Ransomware actors, operating at a lower level of technical sophistication than Lazarus, have also shifted their laundering behaviour. In 2024, ransomware groups moved away from mixing services — historically accounting for 10–15% of quarterly flows — toward cross-chain bridges to obscure fund movement. Centralised exchanges remained the dominant off-ramping channel at 39% of flows, representing both the persistence of regulatory blind spots and the continued willingness of some exchanges to settle funds without adequate provenance checks.
What $51 Billion Looks Like
Chainalysis's initial estimate for illicit cryptocurrency volume in 2024 was $40.9 billion. Subsequent identification of previously unattributed illicit addresses has pushed that figure toward an estimated $51 billion as more complete data has been processed. Stablecoins now represent 63% of all illicit crypto transactions — a figure that reflects both the growth of stablecoin adoption generally and the specific utility of dollar-denominated, blockchain-native instruments for moving value across jurisdictions without the volatility of native cryptocurrencies.
The stablecoin concentration has regulatory implications. The issuers of major stablecoins have demonstrated willingness to freeze addresses flagged by law enforcement, but the threshold for freezing, the speed of action, and the coverage across jurisdictions remain inconsistent.
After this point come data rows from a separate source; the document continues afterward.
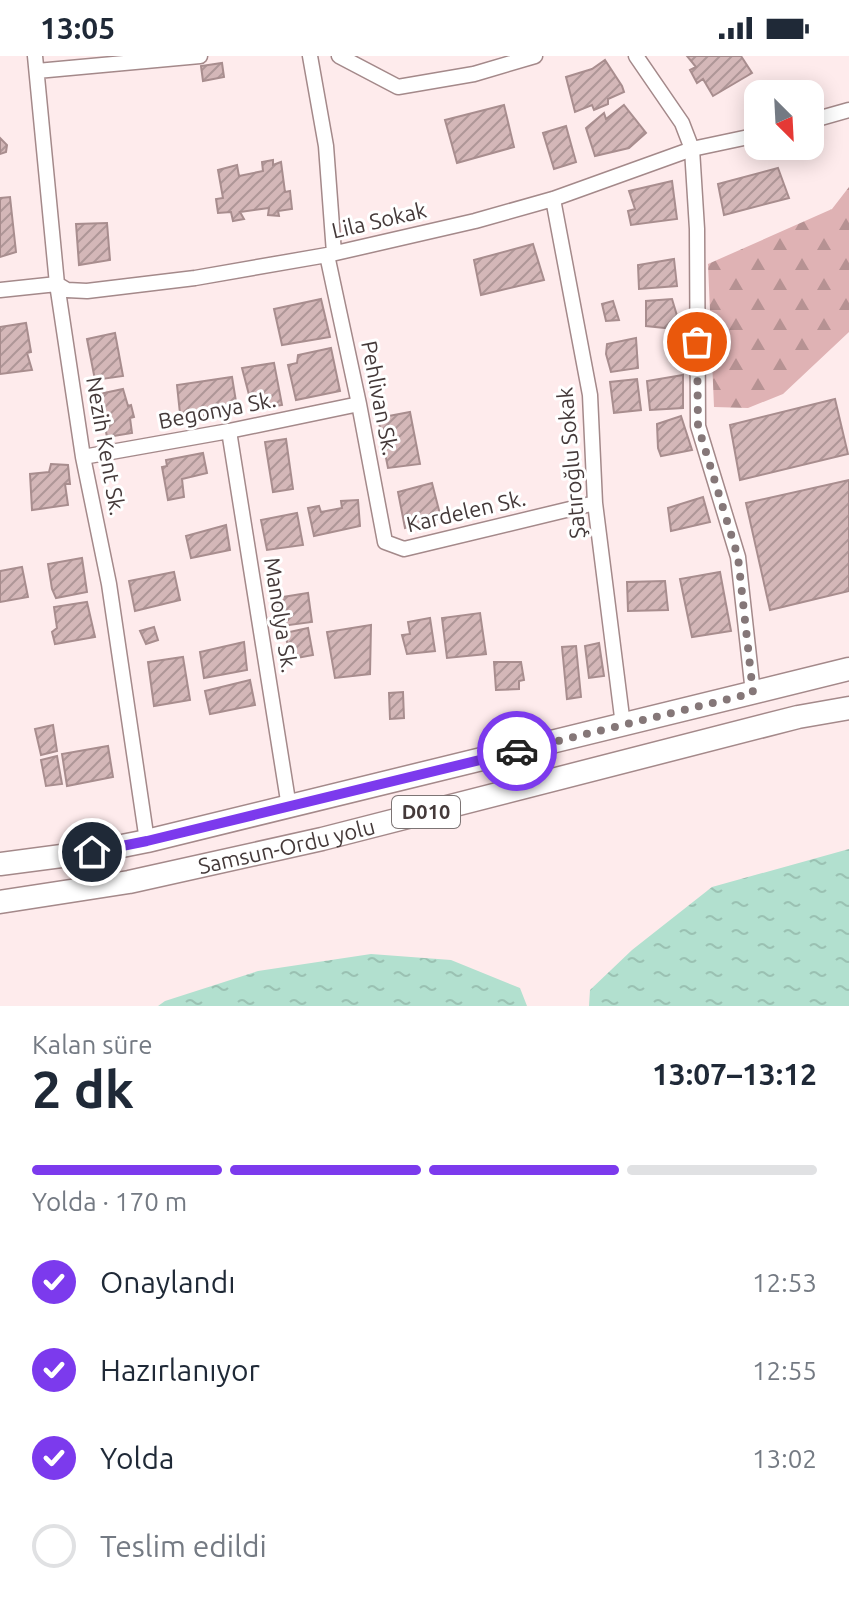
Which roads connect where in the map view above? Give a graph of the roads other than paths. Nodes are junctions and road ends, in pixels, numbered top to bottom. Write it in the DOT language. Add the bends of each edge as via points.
graph roads {
  1 [pos="200,56"];
  2 [pos="310,56"];
  3 [pos="339,56"];
  4 [pos="535,56"];
  5 [pos="636,56"];
  6 [pos="36,64"];
  7 [pos="849,110"];
  8 [pos="824,117"];
  9 [pos="744,138"];
  10 [pos="692,149"];
  11 [pos="553,199"];
  12 [pos="331,254"];
  13 [pos="57,284"];
  14 [pos="0,290"];
  15 [pos="359,404"];
  16 [pos="229,431"];
  17 [pos="83,457"];
  18 [pos="595,503"];
  19 [pos="393,546"];
  20 [pos="849,669"];
  21 [pos="753,693"];
  22 [pos="849,708"];
  23 [pos="623,725"];
  24 [pos="289,807"];
  25 [pos="147,841"];
  26 [pos="1,859"];
  27 [pos="0,902"];
  1 -- 6 [label="street"];
  2 -- 12 [label="street, Pehlivan Sk." via="326,146"];
  3 -- 4 [label="street" via="398,87 474,74"];
  5 -- 10 [label="street" via="682,123"];
  6 -- 13 [label="street, Nezih Kent Sk."];
  7 -- 8 [label="street"];
  9 -- 10 [label="street, Lila Sokak"];
  10 -- 11 [label="street, Lila Sokak"];
  10 -- 21 [label="street" via="698,426 738,557"];
  11 -- 12 [label="street, Lila Sokak"];
  11 -- 18 [label="street, Şatıroğlu Sokak" via="590,395"];
  12 -- 13 [label="street, Lila Sokak" via="87,291"];
  12 -- 15 [label="street, Pehlivan Sk."];
  13 -- 14 [label="street, Lila Sokak"];
  13 -- 17 [label="street, Nezih Kent Sk."];
  15 -- 16 [label="street, Begonya Sk."];
  15 -- 19 [label="street, Pehlivan Sk." via="385,542"];
  16 -- 17 [label="street, Begonya Sk."];
  16 -- 24 [label="street, Manolya Sk."];
  17 -- 25 [label="street, Nezih Kent Sk." via="109,584"];
  18 -- 19 [label="street, Kardelen Sk." via="404,549"];
  18 -- 23 [label="street, Şatıroğlu Sokak"];
  20 -- 21 [label="highway, Samsun-Ordu yolu / D010"];
  21 -- 23 [label="highway, Samsun-Ordu yolu / D010"];
  22 -- 27 [label="highway, Samsun-Ordu yolu / D010" via="308,842 129,882"];
  23 -- 24 [label="highway, Samsun-Ordu yolu / D010"];
  24 -- 25 [label="highway, Samsun-Ordu yolu / D010"];
  25 -- 26 [label="highway, Samsun-Ordu yolu / D010" via="92,852"];
}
Huione Guarantee and similar regional OTC networks operate in jurisdictions with limited compliance infrastructure and are not meaningfully constrained by issuer-level freezing action at current response times.
Field note — Organisations with cryptocurrency treasury exposure — exchanges, custodians, DeFi protocol operators, and corporate treasury holders — should assess private key management as the primary attack surface rather than protocol-level vulnerabilities. The shift to private key compromise as the dominant theft vector means that the relevant controls are operational: hardware security modules, multi-party computation signing, geographically separated key material, and transaction approval processes that cannot be manipulated through a single compromised endpoint. For organisations with regulatory exposure to illicit crypto flows, continuous blockchain analytics across counterparty wallets and receiving addresses is the minimum standard. Tornado Cash's de-sanctioning does not reduce the compliance risk of receiving funds traced to its outputs; the source of funds obligation persists regardless of the protocol's regulatory status.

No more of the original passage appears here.